The Employment Appeal Tribunal (“EAT”), in the case of Secretary of State for Business, Innovation and Skills v McDonagh, has had to consider what the “appropriate date” is for the purposes of employees claiming arrears of salary and holiday pay from the National Insurance Fund, in circumstances where a voluntary insolvency procedure is followed by a compulsory insolvency procedure.
In this case, the Claimants (who were employed by two different companies) were not aware that their employers had entered into a Creditors Voluntary Arrangement (“CVA”). They continued to work for the companies, and the companies subsequently went into liquidation. By this time, they had unpaid wages and holiday pay relating to the period between the CVA and the liquidation. They submitted claims to the National Insurance Funds for the unpaid sums.

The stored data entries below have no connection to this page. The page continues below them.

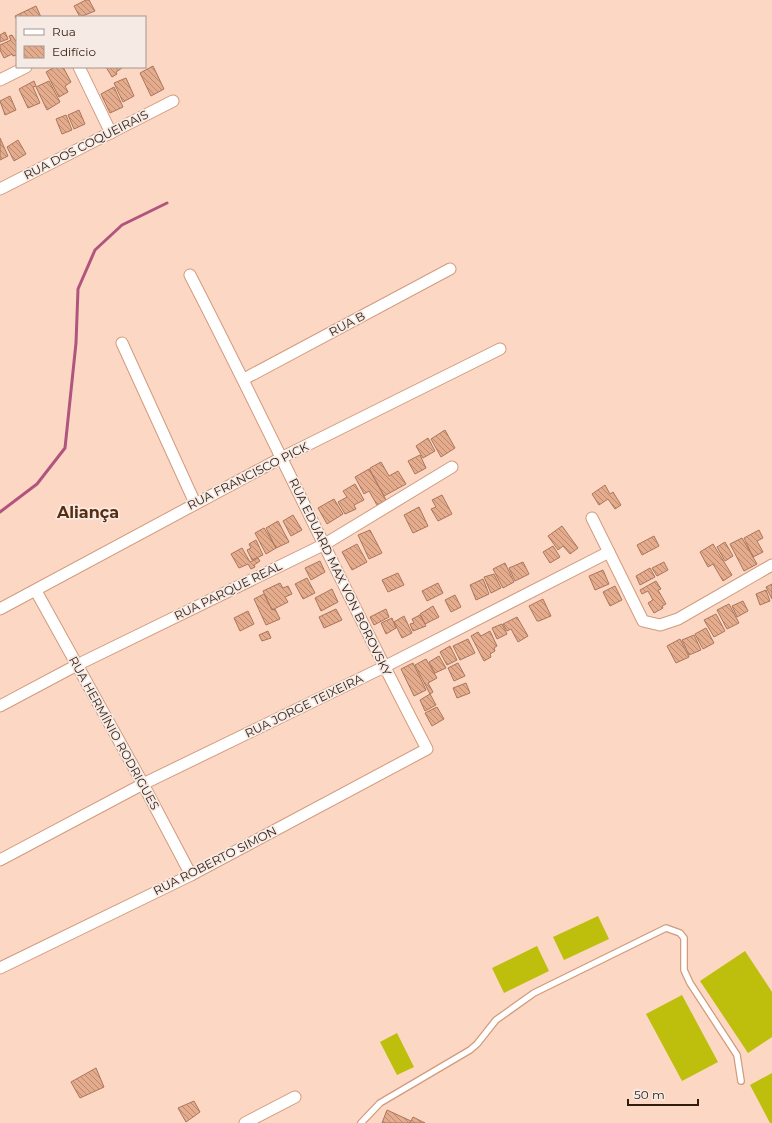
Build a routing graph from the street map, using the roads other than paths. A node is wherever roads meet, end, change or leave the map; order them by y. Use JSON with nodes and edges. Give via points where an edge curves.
{"nodes":[{"id":1,"x":24,"y":68,"type":"edge"},
{"id":2,"x":78,"y":68,"type":"edge"},
{"id":3,"x":0,"y":80,"type":"edge"},
{"id":4,"x":173,"y":101,"type":"dead end"},
{"id":5,"x":111,"y":133,"type":"junction"},
{"id":6,"x":0,"y":189,"type":"edge"},
{"id":7,"x":450,"y":269,"type":"dead end"},
{"id":8,"x":190,"y":276,"type":"dead end"},
{"id":9,"x":122,"y":343,"type":"dead end"},
{"id":10,"x":500,"y":349,"type":"dead end"},
{"id":11,"x":244,"y":379,"type":"junction"},
{"id":12,"x":281,"y":458,"type":"junction"},
{"id":13,"x":452,"y":467,"type":"dead end"},
{"id":14,"x":195,"y":503,"type":"junction"},
{"id":15,"x":592,"y":518,"type":"dead end"},
{"id":16,"x":325,"y":544,"type":"junction"},
{"id":17,"x":609,"y":552,"type":"junction"},
{"id":18,"x":772,"y":565,"type":"edge"},
{"id":19,"x":36,"y":590,"type":"junction"},
{"id":20,"x":0,"y":609,"type":"edge"},
{"id":21,"x":77,"y":666,"type":"junction"},
{"id":22,"x":384,"y":667,"type":"junction"},
{"id":23,"x":0,"y":706,"type":"edge"},
{"id":24,"x":428,"y":749,"type":"joint"},
{"id":25,"x":143,"y":784,"type":"junction"},
{"id":26,"x":0,"y":860,"type":"edge"},
{"id":27,"x":191,"y":875,"type":"junction"},
{"id":28,"x":0,"y":968,"type":"edge"},
{"id":29,"x":741,"y":1081,"type":"dead end"},
{"id":30,"x":295,"y":1096,"type":"dead end"},
{"id":31,"x":245,"y":1123,"type":"edge"},
{"id":32,"x":361,"y":1123,"type":"edge"}],
"edges":[{"from":1,"to":3,"type":"street"},
{"from":2,"to":5,"type":"street"},
{"from":4,"to":5,"type":"street","name":"RUA DOS COQUEIRAIS"},
{"from":5,"to":6,"type":"street","name":"RUA DOS COQUEIRAIS"},
{"from":7,"to":11,"type":"street","name":"RUA B"},
{"from":8,"to":11,"type":"street","name":"RUA EDUARD MAX VON BOROVSKY"},
{"from":9,"to":14,"type":"street"},
{"from":10,"to":12,"type":"street","name":"RUA FRANCISCO PICK"},
{"from":11,"to":12,"type":"street","name":"RUA EDUARD MAX VON BOROVSKY"},
{"from":12,"to":14,"type":"street","name":"RUA FRANCISCO PICK"},
{"from":12,"to":16,"type":"street","name":"RUA EDUARD MAX VON BOROVSKY"},
{"from":13,"to":16,"type":"street","name":"RUA PARQUE REAL"},
{"from":14,"to":19,"type":"street","name":"RUA FRANCISCO PICK"},
{"from":15,"to":17,"type":"street"},
{"from":16,"to":21,"type":"street","name":"RUA PARQUE REAL"},
{"from":16,"to":22,"type":"street","name":"RUA EDUARD MAX VON BOROVSKY"},
{"from":17,"to":18,"type":"street","via":[[643,621],[660,625],[678,619]]},
{"from":17,"to":22,"type":"street","name":"RUA JORGE TEIXEIRA"},
{"from":19,"to":20,"type":"street","name":"RUA FRANCISCO PICK"},
{"from":19,"to":21,"type":"street","name":"RUA HERMÍNIO RODRIGUES"},
{"from":21,"to":23,"type":"street","name":"RUA PARQUE REAL"},
{"from":21,"to":25,"type":"street","name":"RUA HERMÍNIO RODRIGUES"},
{"from":22,"to":24,"type":"street","name":"RUA EDUARD MAX VON BOROVSKY"},
{"from":22,"to":25,"type":"street","name":"RUA JORGE TEIXEIRA"},
{"from":24,"to":27,"type":"street","name":"RUA ROBERTO SIMON"},
{"from":25,"to":26,"type":"street","name":"RUA JORGE TEIXEIRA"},
{"from":25,"to":27,"type":"street","name":"RUA HERMÍNIO RODRIGUES"},
{"from":27,"to":28,"type":"street","name":"RUA ROBERTO SIMON"},
{"from":29,"to":32,"type":"lane","via":[[737,1055],[684,970],[684,938],[680,933],[666,928],[534,993],[496,1020],[470,1050],[380,1103]]},
{"from":30,"to":31,"type":"street"}]}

Under section 182(c) of the Employment Rights Act 1996, an employee of an insolvent employer can claim from the National Insurance Fund where “on the appropriate date the employee was entitled to be paid the whole or part of any debt”. Under section 185(a), the “appropriate date” means “the date on which the employer became insolvent”. The National Insurance Fund refused to pay out the Claimants’ claims because it considered that the claims related to the period after the employers had become insolvent (being when they entered into the CVA), even if the employees weren’t aware of it at the time. It argued the Claimants were not, therefore, due to be paid the debts on the “appropriate date” as per section 182(c); liability only arose after this point.
Whilst two separate employment tribunals initially upheld the Claimants’ claims, and rejected BIS’ argument, both decisions were overturned on appeal to the EAT. The EAT held that insolvency for this purpose is a single event, which occurred at the date the CVA was approved by the Court. The EAT felt that this was the only possible interpretation of the domestic statute and no other interpretation was required by EU law. The Insolvency Directive does provide that “the claims taken over by the guarantee institution shall be the outstanding pay claims relating to a period prior to and/or, as applicable, after a given date determined by the Member State”. However, it was noted that the UK had not chosen to allow claims after a given date. The EAT acknowledged that this leads to a result that many might consider to be unfair, given the employees’ lack of knowledge of the voluntary insolvency procedure.
Points for Insolvency Practitioners
- There will often be genuine business reasons why employees are not made aware of voluntary insolvency arrangements such as a CVA, however insolvency practitioners should be aware of the impact this might have on the employees’ ability to recover any unpaid wages from the National Insurance Fund that arise after the date such arrangements are approved.
- Claims for unpaid wages and holiday pay not picked up by the National Insurance Fund will either rank as unsecured claims against the insolvent company or may pass to a buyer upon a sale, if TUPE applies.